There’s a lesson for me here as I think about leadership. It’s easy to think about how I keep things from mal-functioning—companies, processes, relationships. It’s harder to think about creating the conditions that allow thousands of potentials to go to “real and active.” It’s even harder to think about how to extend those germinal windows so that more and more of those fragile new ideas, people, possibilities, can solidify into stability over time on landscapes that, these days, are always changing.
Germinal windows are popping up all the time, and so are terminal windows. They aren’t inherently good or bad. Bursts of rain, dictators, epidemics, new innovations, misinformation—every person reading this post–all spring from them.
Sometimes we get to create these windows, ponder how to best set the stage for good—a terminal window for something unhelpful here, a germinal window for something promising there. Often, though, in a world where the conspiracy of variables is so vast and our control so small, our best work as leaders and creators is to watch closely for the windows themselves, and, like the ponderosas, flood them with bets when the time is right.
We’re going to need a lot of things that can weather unpredictable stresses in the time ahead—school boards, companies, neighborhoods, businesses, communities, young people, innovations. And we’re going to have to get them through germinal windows and out the other side.
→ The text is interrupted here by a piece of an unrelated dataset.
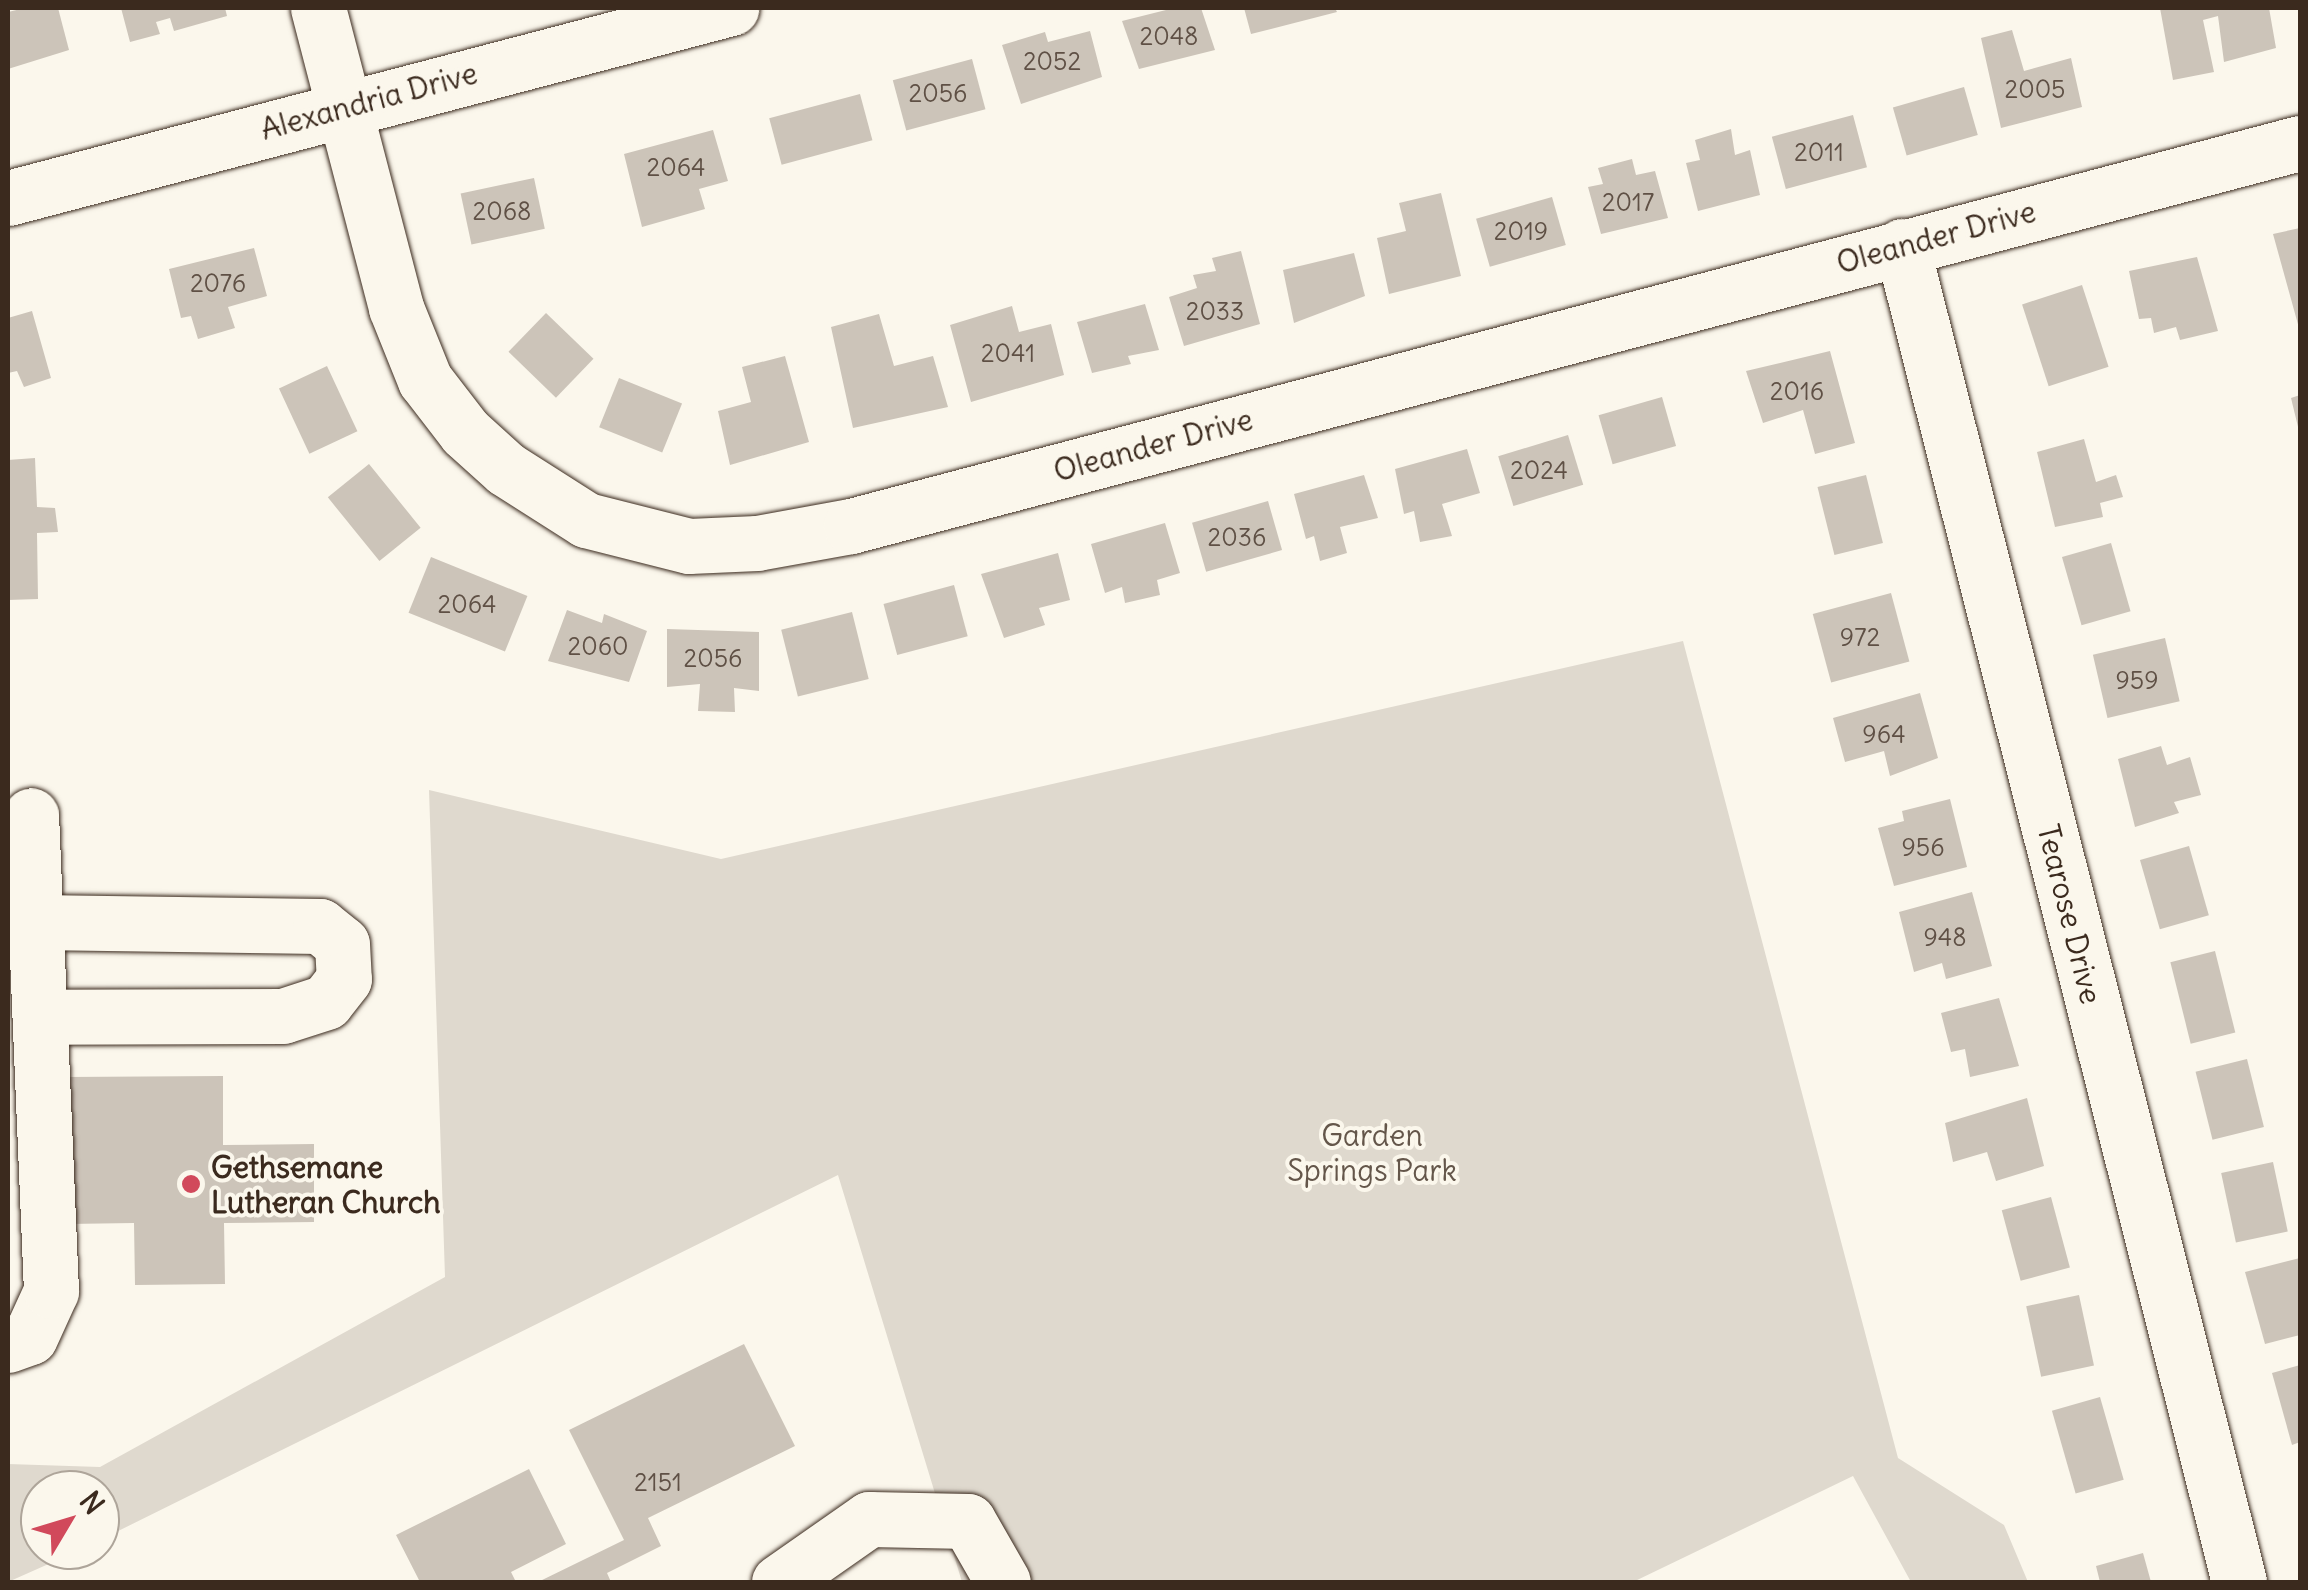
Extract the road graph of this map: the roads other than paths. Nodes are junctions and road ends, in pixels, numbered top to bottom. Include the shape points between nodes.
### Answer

If you’re creating windows, think about how and when you do it—and why. How do you create access to soil, proximity to fertile sponsors, nourishing moisture, protection from dessicating wind? If you’re watching for windows, be ready to move with abundance and be happy with the few possibilities that survive.
In a world where we lose too much time pushing for results and drowning in task, our yield on any given window isn’t necessarily the high percentage (but it’s great when it happens!); although optimizing the chances is worthy effort. Instead, it’s in how many windows we can see and open, in any time and over time. Winners will emerge over time—are we creating enough opportunities? Find and make a lot of windows, get good at keeping them open, and watch the returns come in.
The key is to recognize windows when they open and develop the skill to hold open and extend as many windows as possible, to create the yield that comes from waiting patiently for the certainty of return in the uncertainty of which things—which seedlings exactly—will emerge as survivors.
Germinal windows are powerful places and times to learn. There’s a time to wait and watch and a time to move; a time to find them, and a time to make them.
Last Summer, the germinal window closed on all those hundreds of thousands of ponderosa pine seedlings. In the smoke and heat that clouded the western half of North America, they all died.
But….the ones from 2018 did well, and so did the ones from 2019. Not many, but a few, and the windows keep coming.
I’ll be watching for the next window(s) and thinking how to keep them open and flood them with possibility.